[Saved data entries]

******

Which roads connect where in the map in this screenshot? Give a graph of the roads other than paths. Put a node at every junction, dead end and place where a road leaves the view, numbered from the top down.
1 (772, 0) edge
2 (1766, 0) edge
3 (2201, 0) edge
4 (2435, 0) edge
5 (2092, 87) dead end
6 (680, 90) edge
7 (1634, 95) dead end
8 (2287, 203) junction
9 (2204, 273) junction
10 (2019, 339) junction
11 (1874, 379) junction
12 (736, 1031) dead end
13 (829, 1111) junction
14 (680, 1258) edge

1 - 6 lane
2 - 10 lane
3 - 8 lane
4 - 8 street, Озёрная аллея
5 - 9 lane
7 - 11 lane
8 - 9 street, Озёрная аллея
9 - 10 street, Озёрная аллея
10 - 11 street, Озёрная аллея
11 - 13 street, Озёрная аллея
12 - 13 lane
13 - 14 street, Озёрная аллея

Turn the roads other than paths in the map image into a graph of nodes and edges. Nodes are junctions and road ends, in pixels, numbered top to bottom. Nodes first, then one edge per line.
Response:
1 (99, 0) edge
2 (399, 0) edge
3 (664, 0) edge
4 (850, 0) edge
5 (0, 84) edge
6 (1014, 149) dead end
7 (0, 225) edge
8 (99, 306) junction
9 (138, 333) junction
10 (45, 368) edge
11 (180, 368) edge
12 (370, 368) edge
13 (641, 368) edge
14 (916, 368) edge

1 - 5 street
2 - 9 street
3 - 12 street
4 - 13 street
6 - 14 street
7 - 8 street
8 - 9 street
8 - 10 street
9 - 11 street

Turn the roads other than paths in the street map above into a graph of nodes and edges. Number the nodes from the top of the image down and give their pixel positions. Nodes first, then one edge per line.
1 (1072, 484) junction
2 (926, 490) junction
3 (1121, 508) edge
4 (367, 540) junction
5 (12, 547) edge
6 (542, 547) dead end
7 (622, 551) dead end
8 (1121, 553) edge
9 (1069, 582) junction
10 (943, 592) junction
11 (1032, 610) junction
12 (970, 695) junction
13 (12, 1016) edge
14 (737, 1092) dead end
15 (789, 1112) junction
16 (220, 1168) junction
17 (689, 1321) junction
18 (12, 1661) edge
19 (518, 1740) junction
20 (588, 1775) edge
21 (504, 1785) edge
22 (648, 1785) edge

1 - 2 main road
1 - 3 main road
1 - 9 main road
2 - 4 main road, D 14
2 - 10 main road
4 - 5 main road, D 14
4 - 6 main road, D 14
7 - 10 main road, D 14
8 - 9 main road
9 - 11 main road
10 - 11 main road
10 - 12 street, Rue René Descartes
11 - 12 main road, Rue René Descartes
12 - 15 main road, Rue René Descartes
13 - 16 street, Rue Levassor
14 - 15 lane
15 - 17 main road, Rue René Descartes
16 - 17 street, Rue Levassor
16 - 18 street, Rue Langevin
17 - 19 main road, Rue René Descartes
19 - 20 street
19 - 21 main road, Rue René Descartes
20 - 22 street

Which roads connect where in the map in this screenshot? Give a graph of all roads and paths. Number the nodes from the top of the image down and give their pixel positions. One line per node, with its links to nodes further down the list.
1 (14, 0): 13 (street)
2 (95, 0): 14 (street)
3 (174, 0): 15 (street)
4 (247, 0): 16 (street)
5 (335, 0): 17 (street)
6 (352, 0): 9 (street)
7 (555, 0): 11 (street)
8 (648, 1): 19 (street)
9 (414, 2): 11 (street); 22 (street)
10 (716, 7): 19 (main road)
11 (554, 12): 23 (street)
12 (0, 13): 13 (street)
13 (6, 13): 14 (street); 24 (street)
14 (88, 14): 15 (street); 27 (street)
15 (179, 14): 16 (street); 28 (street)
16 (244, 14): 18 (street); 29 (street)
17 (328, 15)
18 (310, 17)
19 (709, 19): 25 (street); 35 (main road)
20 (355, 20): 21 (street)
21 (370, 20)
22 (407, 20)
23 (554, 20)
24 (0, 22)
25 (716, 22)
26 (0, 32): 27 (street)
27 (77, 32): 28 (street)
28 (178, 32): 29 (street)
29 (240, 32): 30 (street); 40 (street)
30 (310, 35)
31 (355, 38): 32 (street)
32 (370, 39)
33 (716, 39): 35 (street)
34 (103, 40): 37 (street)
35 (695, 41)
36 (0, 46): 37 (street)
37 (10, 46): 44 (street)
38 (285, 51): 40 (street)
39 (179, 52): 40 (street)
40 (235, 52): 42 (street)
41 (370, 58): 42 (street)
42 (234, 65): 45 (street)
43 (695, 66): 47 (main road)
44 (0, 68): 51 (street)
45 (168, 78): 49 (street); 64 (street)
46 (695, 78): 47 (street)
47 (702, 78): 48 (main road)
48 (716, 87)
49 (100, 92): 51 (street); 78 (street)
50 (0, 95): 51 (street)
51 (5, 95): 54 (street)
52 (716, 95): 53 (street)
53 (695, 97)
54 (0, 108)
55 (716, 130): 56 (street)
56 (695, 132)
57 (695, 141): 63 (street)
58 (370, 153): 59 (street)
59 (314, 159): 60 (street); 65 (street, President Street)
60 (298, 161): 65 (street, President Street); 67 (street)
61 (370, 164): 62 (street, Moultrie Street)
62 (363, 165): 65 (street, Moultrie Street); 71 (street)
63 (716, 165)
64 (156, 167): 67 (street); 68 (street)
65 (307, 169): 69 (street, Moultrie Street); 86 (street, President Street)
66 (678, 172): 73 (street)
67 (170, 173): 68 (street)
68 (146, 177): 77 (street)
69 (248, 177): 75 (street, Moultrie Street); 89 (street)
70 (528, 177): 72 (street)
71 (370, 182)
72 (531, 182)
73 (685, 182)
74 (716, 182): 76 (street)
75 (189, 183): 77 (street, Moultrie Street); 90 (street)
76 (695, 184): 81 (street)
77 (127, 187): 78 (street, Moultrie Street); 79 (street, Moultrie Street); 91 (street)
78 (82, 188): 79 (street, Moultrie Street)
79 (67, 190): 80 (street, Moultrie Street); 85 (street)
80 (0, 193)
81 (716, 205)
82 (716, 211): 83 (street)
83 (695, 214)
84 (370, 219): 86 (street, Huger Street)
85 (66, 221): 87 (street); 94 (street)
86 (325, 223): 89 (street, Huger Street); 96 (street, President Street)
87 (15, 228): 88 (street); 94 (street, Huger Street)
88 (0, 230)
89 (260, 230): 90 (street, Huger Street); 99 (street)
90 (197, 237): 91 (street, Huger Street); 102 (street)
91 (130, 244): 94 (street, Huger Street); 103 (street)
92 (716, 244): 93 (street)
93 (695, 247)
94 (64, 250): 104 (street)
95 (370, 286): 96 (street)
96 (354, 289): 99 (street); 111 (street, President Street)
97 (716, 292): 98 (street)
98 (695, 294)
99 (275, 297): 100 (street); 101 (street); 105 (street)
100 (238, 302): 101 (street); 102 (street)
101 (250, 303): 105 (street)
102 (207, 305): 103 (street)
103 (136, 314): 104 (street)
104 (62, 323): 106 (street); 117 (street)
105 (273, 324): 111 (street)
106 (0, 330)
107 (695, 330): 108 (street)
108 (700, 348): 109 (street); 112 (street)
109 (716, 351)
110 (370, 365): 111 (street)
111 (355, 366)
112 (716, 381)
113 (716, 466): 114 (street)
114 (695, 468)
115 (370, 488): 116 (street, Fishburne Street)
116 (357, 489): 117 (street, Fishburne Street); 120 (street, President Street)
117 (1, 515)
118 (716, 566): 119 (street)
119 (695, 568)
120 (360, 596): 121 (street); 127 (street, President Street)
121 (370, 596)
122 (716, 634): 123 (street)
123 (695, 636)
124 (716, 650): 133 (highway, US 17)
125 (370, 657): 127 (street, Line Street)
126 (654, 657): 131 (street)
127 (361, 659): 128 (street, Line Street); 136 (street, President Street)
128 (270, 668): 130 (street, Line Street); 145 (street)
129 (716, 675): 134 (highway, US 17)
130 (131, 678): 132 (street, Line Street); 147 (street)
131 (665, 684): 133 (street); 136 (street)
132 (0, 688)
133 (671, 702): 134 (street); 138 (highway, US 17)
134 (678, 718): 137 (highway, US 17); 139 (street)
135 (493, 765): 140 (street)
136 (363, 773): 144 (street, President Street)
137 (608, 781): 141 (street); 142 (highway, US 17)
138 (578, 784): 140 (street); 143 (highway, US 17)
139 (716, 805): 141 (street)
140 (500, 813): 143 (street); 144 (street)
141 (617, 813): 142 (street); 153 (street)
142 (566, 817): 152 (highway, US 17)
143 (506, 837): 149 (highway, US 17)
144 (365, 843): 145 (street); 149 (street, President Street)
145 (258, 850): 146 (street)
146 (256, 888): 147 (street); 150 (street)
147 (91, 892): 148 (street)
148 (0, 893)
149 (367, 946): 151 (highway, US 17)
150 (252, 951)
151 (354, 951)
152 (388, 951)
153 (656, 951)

******

[Exercise] All lines in the preceding records that hold the word "Which" need to be copied.

[Task solution]
Which roads connect where in the map in this screenshot? Give a graph of the roads other than paths. Put a node at every junction, dead end and place where a road leaves the view, numbered from the top down.
Which roads connect where in the map in this screenshot? Give a graph of all roads and paths. Number the nodes from the top of the image down and give their pixel positions. One line per node, with its links to nodes further down the list.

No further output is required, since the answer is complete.